Os processos verbais estão diretamente vinculados aos verbos de dizer, estão no limiar entre os processos mentais e os relacionais. Para Halliday (1994), os processos verbais não precisam necessariamente de um participante humano. Em orações como “o rádio disse que a Seleção Brasileira...” ou “canal de TV diz que Neymar foi o melhor jogador da partida...” são normalmente admissíveis, ocorrência que não poderia ocorrer nos processos mentais. Por esse motivo, Halliday (1994) afirma que tais processos podem ser conceituados como processos de simbolizar. O autor classifica esse processo em quatro participantes: o

Dizente (realiza a ação), o Receptor (para quem a mensagem é direcionada), o Alvo (deve ser atingido pelo processo) e a Verbiagem (mensagem em si).

f) Processos Existenciais

Halliday (1994) afirma que processo existencial se encontra no espaço entre os processos relacionais e os materiais. Nesse tipo de processo, as proposições existenciais são realizadas basicamente por meio dos verbos haver, existir e ter. Além desses, outros processos - como emergir, surgir e ocorrer - podem ser classificados como existenciais, dependendo do contexto no qual forem utilizados. Nesse processo, o único tipo de participante observado é o Existente.

g) Elementos Circunstanciais

De acordo com Halliday (1994), os elementos circunstanciais (efetuados por adjuntos de valor adverbial) podem decorrer espontaneamente em todas as formas de processo, tendo geralmente significação equivalente. Assim, tais elementos ocorrem por meio da utilização de locuções adverbiais e advérbios, levando informações que se adicionam o significado do processo. Segundo Thompson (2009), a função dos elementos circunstanciais é evidenciar o contexto onde uma premissa se realiza. Ambos os autores destacam que os elementos circunstanciais devem ser vistos de maneira distinta da gramática normativa os elementos circunstanciais de uma forma bem diferente da gramática tradicional. Tais processos são diferentes não apenas no que diz respeito aos tipos que a gramatica tradicional apresenta como também no que diz respeito à posição dada a esses elementos. O Quadro 6 que segue sumariza os elementos circunstanciais.
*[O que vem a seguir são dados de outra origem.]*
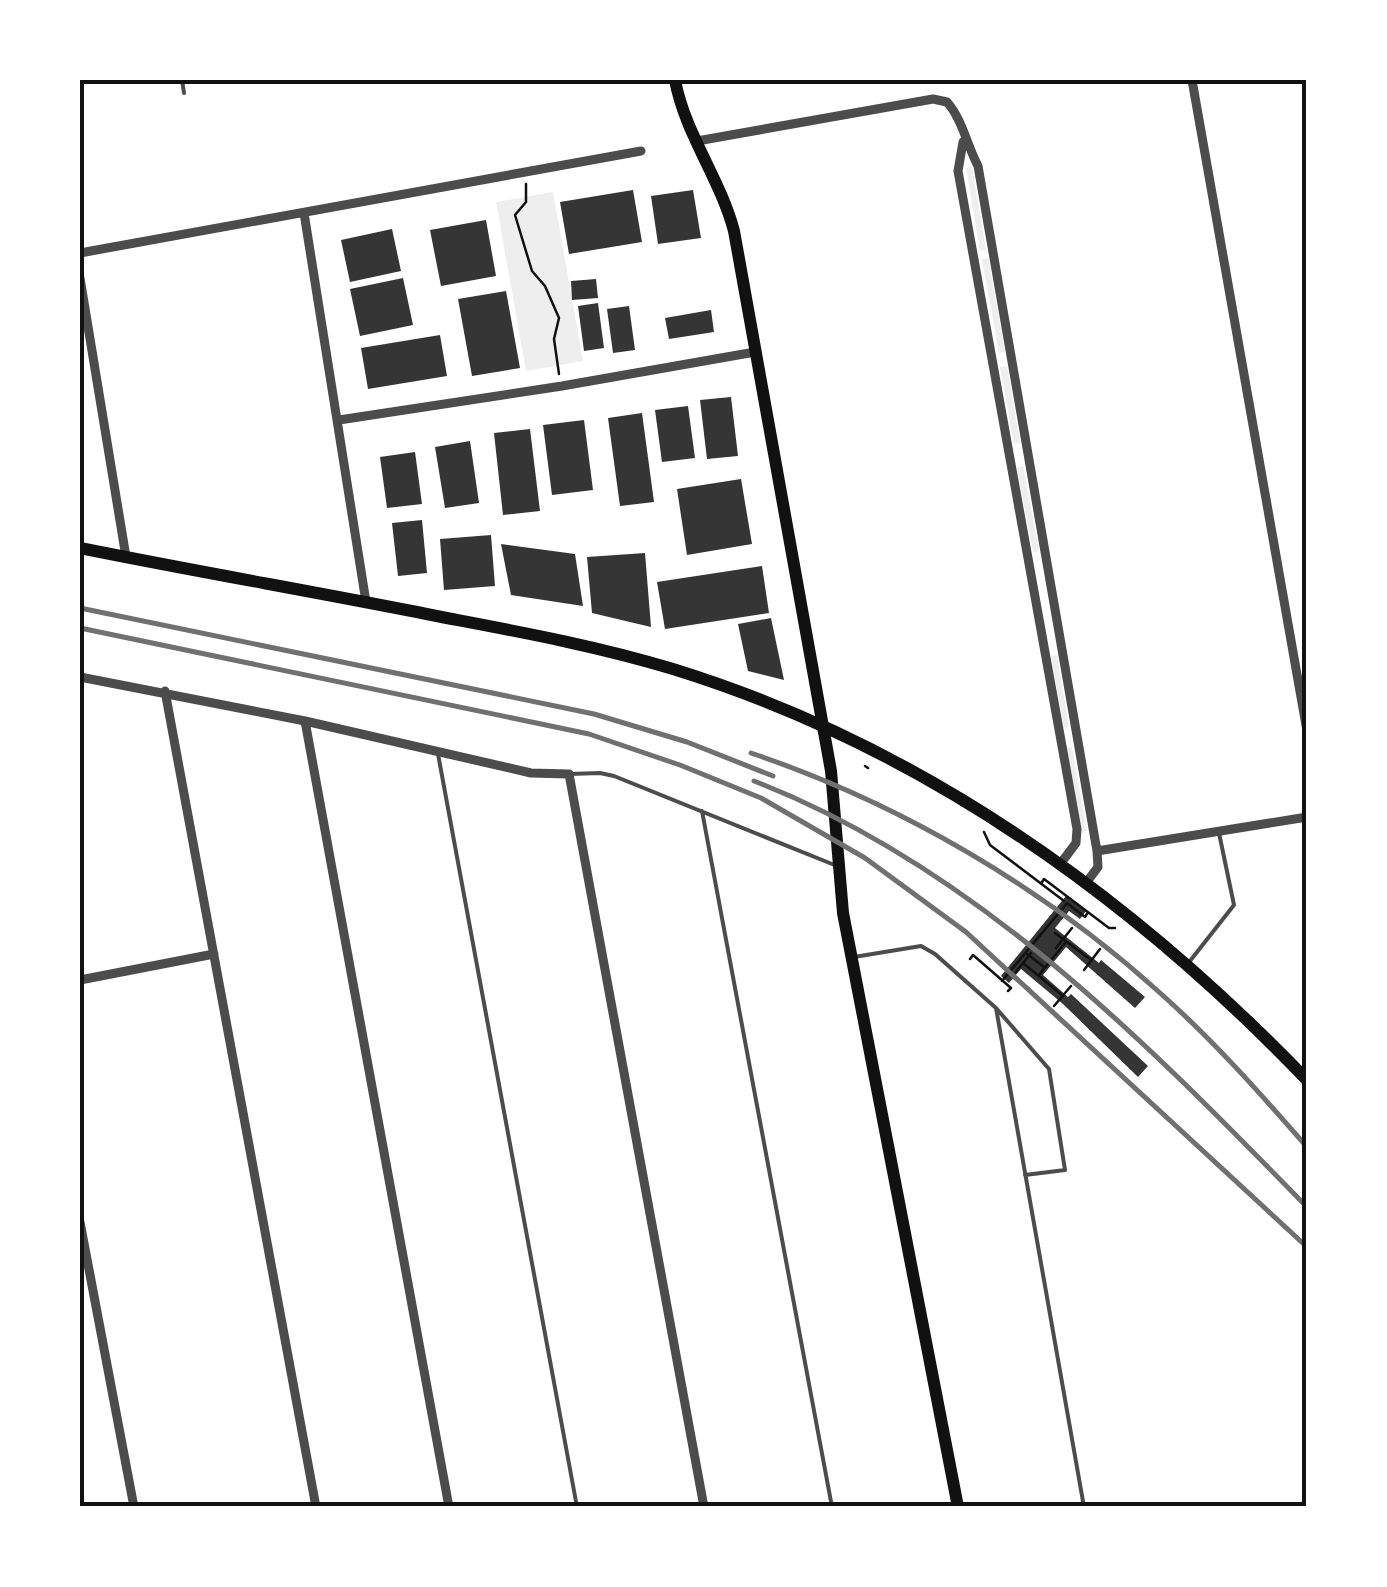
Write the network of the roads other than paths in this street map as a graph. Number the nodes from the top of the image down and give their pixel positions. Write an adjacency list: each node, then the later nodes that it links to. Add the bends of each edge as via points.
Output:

Quadro 6 - Elementos circunstanciais e seus subtipos. Adaptado de Halliday e Matthiessen, (2004, p. 262), por Lima-Lopes & Ventura (2008 p. 23)

Halliday e Matthiessen (2004) e Thompson (2009) afirmam que, mesmo que haja categorias consensuais, seria impossível esquematizar todos os tipos de elementos circunstanciais, devido à infinita possibilidade de realizações linguísticas que o usuário de qualquer língua faz.

Halliday e Matthiessen (2004) buscam elaborar um perfil quantitativo das escolhas na transitividade, a partir do estudo da frequência com que as diferentes opções oferecidas são instanciadas e relacionando seus resultados com as propriedades qualitativas desse sistema. Os autores pretendem, além de determinar os tipos de processos mais frequentes em cada tipo de texto, identificar a possibilidade de combinação com os demais elementos. Para eles, a transitividade é formada por subsistemas, o que significa que ao escolher um tipo de processo, o falante está selecionando um conjunto de elementos, definindo assim um sistema menor. A partir das escolhas realizadas, a probabilidade de ocorrência de outros elementos pode ser determinada.